RADAR BOGOR - Mengapa masih banyak warga yang belum menerima bantuan sosial meski pemerintah telah mengumumkan pencairan tahap kedua tahun 2026? Pertanyaan ini mulai ramai diperbincangkan, khususnya oleh Keluarga Penerima Manfaat (KPM) di wilayah Bogor yang hingga kini masih menunggu kepastian bantuan masuk ke rekening atau bisa dicairkan.
Berdasarkan penjabaran dari video YouTube Cek Bansos, pemerintah melalui Kementerian Sosial diketahui telah mulai menyalurkan bantuan sosial tahap 2 tahun 2026 sejak April.
Program seperti PKH (Program Keluarga Harapan) dan BPNT (Bantuan Pangan Non Tunai) menjadi dua bantuan utama yang mulai dicairkan secara bertahap kepada masyarakat yang terdaftar.
Meski demikian, proses pencairan tidak dilakukan secara serentak. Setiap daerah memiliki jadwal distribusi yang berbeda-beda, tergantung pada kesiapan data, proses verifikasi, serta mekanisme penyaluran dari bank penyalur maupun PT Pos Indonesia.
Kondisi ini membuat sebagian KPM sudah menerima bantuan lebih awal, sementara lainnya masih harus menunggu giliran.
Hal tersebut merupakan hal yang wajar dalam sistem distribusi bansos yang memang dirancang bertahap untuk memastikan ketepatan sasaran.
Di wilayah Bogor sendiri, warga dihimbau untuk tidak panik apabila bantuan belum diterima.
Pemerintah daerah maupun pendamping sosial terus melakukan pembaruan data guna memastikan bahwa bantuan benar-benar diberikan kepada masyarakat yang memenuhi kriteria.

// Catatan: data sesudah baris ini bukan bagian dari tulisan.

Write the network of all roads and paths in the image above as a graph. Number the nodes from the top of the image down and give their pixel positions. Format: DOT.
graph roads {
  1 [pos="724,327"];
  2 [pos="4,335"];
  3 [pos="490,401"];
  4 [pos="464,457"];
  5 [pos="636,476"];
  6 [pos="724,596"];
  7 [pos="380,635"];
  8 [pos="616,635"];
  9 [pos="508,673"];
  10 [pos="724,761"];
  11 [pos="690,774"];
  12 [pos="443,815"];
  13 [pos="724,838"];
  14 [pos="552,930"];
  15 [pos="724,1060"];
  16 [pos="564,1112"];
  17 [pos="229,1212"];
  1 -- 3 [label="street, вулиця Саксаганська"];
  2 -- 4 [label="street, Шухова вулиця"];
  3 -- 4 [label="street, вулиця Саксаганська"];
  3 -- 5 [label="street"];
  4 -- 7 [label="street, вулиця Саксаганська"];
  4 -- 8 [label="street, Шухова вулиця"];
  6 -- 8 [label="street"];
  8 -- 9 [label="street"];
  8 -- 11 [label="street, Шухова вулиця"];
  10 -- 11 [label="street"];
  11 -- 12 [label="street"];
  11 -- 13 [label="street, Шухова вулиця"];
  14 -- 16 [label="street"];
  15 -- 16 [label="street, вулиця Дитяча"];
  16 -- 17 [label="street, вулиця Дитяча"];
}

Penting bagi KPM untuk secara rutin mengecek status penerima bantuan. Pengecekan dapat dilakukan melalui situs resmi cek bansos atau aplikasi terkait dengan menggunakan Nomor Induk Kependudukan (NIK) sesuai KTP.
Baca Juga: Babak Baru Bansos 2026: Penyaluran PKH Tahap II 2026 Mulai Diproses, BPNT Masuk Verifikasi Rekening
Selain itu, perubahan data juga bisa menjadi salah satu penyebab bantuan belum cair.
Misalnya, adanya pembaruan status ekonomi, perpindahan domisili, atau bahkan pencoretan data karena dianggap tidak lagi memenuhi syarat sebagai penerima.
Di sisi lain, pemerintah juga membuka peluang bagi masyarakat yang sebelumnya tidak terdaftar untuk mengajukan diri melalui mekanisme usulan atau sanggahan. Hal ini menjadi bagian dari upaya transparansi dan pemerataan bantuan sosial.
Perlu dipahami bahwa bansos tahap 2 mencakup periode April hingga Juni 2026. Artinya, pencairan dapat berlangsung sepanjang periode tersebut, sehingga masyarakat masih memiliki waktu untuk menerima haknya sesuai jadwal yang telah ditentukan.
Dengan demikian, warga Bogor diharapkan tetap bersabar dan tidak mudah terpengaruh informasi yang belum tentu benar.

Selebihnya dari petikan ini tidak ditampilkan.